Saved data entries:
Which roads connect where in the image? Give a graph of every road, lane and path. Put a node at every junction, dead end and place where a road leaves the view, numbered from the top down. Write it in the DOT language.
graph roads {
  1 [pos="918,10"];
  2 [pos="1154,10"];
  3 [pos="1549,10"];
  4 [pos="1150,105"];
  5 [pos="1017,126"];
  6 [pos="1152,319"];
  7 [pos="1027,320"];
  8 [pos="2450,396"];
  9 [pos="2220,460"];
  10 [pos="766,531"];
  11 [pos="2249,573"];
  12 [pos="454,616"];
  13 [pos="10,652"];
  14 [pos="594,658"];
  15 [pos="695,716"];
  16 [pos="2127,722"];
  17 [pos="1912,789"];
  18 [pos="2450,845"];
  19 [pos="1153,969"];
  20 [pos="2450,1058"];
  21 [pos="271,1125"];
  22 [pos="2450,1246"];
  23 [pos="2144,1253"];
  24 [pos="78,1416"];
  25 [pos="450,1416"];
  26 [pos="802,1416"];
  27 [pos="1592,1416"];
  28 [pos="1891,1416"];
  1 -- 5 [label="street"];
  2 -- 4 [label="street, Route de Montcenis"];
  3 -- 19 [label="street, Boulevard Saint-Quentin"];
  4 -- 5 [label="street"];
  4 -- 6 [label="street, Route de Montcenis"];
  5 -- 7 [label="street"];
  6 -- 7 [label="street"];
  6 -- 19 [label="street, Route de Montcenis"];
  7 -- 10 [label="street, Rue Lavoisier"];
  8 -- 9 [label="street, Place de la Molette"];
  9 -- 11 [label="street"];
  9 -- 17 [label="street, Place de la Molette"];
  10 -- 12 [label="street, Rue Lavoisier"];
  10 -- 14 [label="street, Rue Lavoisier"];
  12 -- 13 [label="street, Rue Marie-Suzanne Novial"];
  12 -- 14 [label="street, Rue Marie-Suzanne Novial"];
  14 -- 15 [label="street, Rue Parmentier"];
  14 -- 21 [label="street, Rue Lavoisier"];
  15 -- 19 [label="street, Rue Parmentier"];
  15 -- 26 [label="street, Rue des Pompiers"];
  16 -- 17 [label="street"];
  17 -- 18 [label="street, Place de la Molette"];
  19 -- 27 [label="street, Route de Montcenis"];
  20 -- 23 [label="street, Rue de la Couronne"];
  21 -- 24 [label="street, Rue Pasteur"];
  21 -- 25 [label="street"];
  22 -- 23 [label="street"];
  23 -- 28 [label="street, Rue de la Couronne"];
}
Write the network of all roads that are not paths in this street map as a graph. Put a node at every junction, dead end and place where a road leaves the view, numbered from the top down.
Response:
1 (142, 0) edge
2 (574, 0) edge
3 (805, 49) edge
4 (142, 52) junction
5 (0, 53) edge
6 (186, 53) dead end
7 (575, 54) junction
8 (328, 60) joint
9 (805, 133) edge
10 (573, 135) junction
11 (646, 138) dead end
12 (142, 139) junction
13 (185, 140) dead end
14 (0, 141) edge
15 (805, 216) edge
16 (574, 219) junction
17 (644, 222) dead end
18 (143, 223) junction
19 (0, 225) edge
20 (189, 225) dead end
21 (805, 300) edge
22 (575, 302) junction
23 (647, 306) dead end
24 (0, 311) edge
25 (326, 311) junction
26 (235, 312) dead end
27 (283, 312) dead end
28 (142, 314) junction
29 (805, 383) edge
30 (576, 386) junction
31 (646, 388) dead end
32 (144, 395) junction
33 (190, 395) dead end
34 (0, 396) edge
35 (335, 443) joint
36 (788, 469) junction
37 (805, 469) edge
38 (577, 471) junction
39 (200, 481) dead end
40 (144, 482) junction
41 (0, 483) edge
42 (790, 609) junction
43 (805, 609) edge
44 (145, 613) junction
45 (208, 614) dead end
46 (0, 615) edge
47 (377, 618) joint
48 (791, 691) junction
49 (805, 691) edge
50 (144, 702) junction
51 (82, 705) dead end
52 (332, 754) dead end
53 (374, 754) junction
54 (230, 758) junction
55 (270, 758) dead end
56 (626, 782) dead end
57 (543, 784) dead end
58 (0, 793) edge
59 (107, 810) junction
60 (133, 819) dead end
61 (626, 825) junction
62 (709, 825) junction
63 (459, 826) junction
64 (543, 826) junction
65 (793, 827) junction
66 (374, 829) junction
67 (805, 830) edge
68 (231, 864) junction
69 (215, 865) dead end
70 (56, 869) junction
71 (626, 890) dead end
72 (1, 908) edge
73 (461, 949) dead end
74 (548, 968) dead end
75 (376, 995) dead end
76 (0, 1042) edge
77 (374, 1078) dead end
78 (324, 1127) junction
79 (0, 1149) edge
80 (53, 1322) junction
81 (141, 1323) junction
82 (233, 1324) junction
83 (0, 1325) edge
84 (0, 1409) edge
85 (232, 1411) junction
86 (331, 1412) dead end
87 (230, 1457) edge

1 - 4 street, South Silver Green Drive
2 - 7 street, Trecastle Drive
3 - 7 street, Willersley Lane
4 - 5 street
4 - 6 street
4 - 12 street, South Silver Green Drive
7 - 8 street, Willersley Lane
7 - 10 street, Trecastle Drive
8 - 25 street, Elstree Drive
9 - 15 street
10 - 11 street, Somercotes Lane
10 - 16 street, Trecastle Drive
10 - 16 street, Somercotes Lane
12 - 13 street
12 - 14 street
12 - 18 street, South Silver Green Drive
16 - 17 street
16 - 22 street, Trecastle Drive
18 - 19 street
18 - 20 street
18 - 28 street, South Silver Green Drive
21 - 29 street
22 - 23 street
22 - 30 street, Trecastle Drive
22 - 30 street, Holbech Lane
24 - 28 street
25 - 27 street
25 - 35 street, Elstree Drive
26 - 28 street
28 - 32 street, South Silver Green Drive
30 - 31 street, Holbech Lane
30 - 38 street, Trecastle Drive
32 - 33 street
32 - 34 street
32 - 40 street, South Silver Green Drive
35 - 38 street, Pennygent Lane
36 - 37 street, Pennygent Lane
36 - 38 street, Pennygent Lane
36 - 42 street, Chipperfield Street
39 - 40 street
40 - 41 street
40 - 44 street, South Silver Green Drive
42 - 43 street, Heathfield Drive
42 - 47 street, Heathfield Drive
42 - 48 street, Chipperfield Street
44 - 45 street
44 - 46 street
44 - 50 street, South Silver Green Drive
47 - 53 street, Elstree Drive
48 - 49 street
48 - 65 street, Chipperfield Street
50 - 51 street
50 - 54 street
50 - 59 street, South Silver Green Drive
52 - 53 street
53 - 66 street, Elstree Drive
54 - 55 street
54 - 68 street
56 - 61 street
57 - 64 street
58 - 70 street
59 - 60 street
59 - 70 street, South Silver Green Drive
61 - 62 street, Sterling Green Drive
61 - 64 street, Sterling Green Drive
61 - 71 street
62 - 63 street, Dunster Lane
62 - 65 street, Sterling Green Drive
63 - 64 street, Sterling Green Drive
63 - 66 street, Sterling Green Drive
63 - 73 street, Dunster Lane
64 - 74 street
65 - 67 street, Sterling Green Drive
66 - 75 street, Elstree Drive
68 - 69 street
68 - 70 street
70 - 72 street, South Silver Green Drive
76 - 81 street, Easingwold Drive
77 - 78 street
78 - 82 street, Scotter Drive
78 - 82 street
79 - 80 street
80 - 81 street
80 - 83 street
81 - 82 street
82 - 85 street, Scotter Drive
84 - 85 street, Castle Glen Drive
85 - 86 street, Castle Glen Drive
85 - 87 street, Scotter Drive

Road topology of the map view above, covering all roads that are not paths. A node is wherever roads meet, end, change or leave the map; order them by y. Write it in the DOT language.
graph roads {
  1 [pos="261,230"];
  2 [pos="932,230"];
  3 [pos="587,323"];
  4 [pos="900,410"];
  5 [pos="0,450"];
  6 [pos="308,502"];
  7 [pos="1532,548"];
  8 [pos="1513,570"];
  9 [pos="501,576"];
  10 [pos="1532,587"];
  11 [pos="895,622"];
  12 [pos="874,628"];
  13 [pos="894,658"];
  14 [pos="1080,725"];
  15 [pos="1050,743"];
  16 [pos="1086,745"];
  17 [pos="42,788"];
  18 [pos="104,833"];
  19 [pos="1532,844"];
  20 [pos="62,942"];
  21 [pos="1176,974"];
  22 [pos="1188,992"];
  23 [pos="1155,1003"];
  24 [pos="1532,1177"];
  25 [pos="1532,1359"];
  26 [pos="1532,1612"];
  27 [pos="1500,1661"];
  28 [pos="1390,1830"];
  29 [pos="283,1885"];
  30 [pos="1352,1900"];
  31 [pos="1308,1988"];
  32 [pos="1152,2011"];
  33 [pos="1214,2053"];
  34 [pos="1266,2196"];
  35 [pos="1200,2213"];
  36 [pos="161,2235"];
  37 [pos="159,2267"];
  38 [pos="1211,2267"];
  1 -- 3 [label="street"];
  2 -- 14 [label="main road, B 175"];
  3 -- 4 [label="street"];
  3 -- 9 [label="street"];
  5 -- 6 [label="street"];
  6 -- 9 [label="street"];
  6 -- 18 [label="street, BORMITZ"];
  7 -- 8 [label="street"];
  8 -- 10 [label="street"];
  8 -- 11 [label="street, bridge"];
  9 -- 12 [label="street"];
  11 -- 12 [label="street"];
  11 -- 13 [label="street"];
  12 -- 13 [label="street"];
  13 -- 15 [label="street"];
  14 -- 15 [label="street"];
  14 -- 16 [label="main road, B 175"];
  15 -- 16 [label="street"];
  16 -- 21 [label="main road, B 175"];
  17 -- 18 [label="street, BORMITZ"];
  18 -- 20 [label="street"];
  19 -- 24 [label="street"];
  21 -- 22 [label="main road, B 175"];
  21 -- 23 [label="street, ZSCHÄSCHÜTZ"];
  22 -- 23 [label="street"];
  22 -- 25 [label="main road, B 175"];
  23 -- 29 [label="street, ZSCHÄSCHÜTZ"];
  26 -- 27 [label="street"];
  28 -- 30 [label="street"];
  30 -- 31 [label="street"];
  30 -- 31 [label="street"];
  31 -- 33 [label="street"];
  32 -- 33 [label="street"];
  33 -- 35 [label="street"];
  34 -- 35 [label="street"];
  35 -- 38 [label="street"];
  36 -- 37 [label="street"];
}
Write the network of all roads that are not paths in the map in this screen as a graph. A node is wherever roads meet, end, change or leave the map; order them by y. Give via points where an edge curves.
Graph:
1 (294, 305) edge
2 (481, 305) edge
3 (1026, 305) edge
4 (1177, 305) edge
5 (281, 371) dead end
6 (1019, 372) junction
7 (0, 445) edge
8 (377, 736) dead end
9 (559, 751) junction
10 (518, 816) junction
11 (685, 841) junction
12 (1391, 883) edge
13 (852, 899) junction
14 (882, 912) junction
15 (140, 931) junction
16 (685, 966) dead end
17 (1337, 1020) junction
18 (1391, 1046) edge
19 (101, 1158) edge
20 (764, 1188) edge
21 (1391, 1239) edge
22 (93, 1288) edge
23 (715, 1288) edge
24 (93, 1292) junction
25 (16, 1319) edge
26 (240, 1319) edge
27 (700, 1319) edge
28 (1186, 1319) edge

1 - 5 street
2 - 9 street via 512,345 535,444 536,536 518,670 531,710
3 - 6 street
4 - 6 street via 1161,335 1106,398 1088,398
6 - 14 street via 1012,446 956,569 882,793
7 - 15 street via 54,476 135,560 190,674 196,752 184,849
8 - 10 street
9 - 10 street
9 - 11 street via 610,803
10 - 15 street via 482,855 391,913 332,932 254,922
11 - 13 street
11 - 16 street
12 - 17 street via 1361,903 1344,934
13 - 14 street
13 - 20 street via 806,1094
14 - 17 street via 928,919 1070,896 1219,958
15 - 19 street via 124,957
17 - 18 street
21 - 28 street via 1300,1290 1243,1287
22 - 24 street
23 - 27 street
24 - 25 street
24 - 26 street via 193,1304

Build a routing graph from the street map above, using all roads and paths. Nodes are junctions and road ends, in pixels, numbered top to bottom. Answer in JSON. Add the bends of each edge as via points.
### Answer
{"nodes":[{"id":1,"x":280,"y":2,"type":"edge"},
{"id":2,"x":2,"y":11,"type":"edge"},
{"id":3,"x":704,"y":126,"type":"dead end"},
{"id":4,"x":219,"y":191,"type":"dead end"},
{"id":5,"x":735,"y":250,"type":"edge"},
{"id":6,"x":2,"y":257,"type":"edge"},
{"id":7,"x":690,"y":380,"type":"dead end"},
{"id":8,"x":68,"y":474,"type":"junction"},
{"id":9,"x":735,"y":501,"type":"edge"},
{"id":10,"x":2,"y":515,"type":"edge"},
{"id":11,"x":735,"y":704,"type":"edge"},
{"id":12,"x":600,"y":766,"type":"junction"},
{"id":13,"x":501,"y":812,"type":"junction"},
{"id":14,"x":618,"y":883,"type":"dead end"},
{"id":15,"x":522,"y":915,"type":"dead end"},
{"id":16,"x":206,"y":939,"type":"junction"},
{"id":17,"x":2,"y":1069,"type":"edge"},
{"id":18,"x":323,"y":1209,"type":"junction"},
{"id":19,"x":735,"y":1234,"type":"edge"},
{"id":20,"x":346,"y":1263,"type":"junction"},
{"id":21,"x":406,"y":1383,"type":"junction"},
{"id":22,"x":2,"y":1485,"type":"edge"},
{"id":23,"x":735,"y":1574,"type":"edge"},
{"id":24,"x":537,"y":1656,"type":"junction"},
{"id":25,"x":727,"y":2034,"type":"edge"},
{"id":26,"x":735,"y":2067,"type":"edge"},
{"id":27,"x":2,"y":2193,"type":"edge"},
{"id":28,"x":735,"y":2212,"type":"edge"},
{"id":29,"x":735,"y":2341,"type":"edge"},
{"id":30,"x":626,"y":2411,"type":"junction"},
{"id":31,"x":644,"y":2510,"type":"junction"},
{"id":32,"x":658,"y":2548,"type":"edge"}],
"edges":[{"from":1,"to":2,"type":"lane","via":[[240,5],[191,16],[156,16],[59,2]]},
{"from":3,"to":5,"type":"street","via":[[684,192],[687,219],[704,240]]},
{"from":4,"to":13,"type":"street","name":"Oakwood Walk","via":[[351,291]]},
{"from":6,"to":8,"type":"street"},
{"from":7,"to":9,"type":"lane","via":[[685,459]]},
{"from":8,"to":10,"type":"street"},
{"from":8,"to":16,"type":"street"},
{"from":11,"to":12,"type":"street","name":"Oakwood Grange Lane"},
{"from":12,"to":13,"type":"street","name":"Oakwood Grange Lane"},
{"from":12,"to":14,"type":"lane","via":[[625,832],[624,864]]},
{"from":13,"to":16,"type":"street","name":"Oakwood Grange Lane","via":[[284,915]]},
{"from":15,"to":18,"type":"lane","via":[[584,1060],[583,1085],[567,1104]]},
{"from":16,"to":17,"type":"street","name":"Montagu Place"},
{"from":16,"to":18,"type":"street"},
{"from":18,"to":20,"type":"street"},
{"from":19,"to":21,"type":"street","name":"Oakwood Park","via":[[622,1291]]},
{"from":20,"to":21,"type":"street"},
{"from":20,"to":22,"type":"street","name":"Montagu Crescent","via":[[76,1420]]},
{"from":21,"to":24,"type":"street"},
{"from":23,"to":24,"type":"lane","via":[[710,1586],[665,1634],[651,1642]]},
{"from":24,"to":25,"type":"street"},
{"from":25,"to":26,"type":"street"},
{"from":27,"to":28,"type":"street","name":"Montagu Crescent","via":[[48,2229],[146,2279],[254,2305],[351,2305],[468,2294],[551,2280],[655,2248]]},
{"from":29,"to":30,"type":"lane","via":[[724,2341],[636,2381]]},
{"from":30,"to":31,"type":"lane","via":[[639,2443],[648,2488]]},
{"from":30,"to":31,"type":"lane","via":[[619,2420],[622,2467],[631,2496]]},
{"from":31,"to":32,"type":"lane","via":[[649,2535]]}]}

(About this exercise):
Exactly the lines running from the top of the records to the line that contains "paths in this", inclusive, must be set down, and nothing more.

(Completed task):
Which roads connect where in the image? Give a graph of every road, lane and path. Put a node at every junction, dead end and place where a road leaves the view, numbered from the top down. Write it in the DOT language.
graph roads {
  1 [pos="918,10"];
  2 [pos="1154,10"];
  3 [pos="1549,10"];
  4 [pos="1150,105"];
  5 [pos="1017,126"];
  6 [pos="1152,319"];
  7 [pos="1027,320"];
  8 [pos="2450,396"];
  9 [pos="2220,460"];
  10 [pos="766,531"];
  11 [pos="2249,573"];
  12 [pos="454,616"];
  13 [pos="10,652"];
  14 [pos="594,658"];
  15 [pos="695,716"];
  16 [pos="2127,722"];
  17 [pos="1912,789"];
  18 [pos="2450,845"];
  19 [pos="1153,969"];
  20 [pos="2450,1058"];
  21 [pos="271,1125"];
  22 [pos="2450,1246"];
  23 [pos="2144,1253"];
  24 [pos="78,1416"];
  25 [pos="450,1416"];
  26 [pos="802,1416"];
  27 [pos="1592,1416"];
  28 [pos="1891,1416"];
  1 -- 5 [label="street"];
  2 -- 4 [label="street, Route de Montcenis"];
  3 -- 19 [label="street, Boulevard Saint-Quentin"];
  4 -- 5 [label="street"];
  4 -- 6 [label="street, Route de Montcenis"];
  5 -- 7 [label="street"];
  6 -- 7 [label="street"];
  6 -- 19 [label="street, Route de Montcenis"];
  7 -- 10 [label="street, Rue Lavoisier"];
  8 -- 9 [label="street, Place de la Molette"];
  9 -- 11 [label="street"];
  9 -- 17 [label="street, Place de la Molette"];
  10 -- 12 [label="street, Rue Lavoisier"];
  10 -- 14 [label="street, Rue Lavoisier"];
  12 -- 13 [label="street, Rue Marie-Suzanne Novial"];
  12 -- 14 [label="street, Rue Marie-Suzanne Novial"];
  14 -- 15 [label="street, Rue Parmentier"];
  14 -- 21 [label="street, Rue Lavoisier"];
  15 -- 19 [label="street, Rue Parmentier"];
  15 -- 26 [label="street, Rue des Pompiers"];
  16 -- 17 [label="street"];
  17 -- 18 [label="street, Place de la Molette"];
  19 -- 27 [label="street, Route de Montcenis"];
  20 -- 23 [label="street, Rue de la Couronne"];
  21 -- 24 [label="street, Rue Pasteur"];
  21 -- 25 [label="street"];
  22 -- 23 [label="street"];
  23 -- 28 [label="street, Rue de la Couronne"];
}
Write the network of all roads that are not paths in this street map as a graph. Put a node at every junction, dead end and place where a road leaves the view, numbered from the top down.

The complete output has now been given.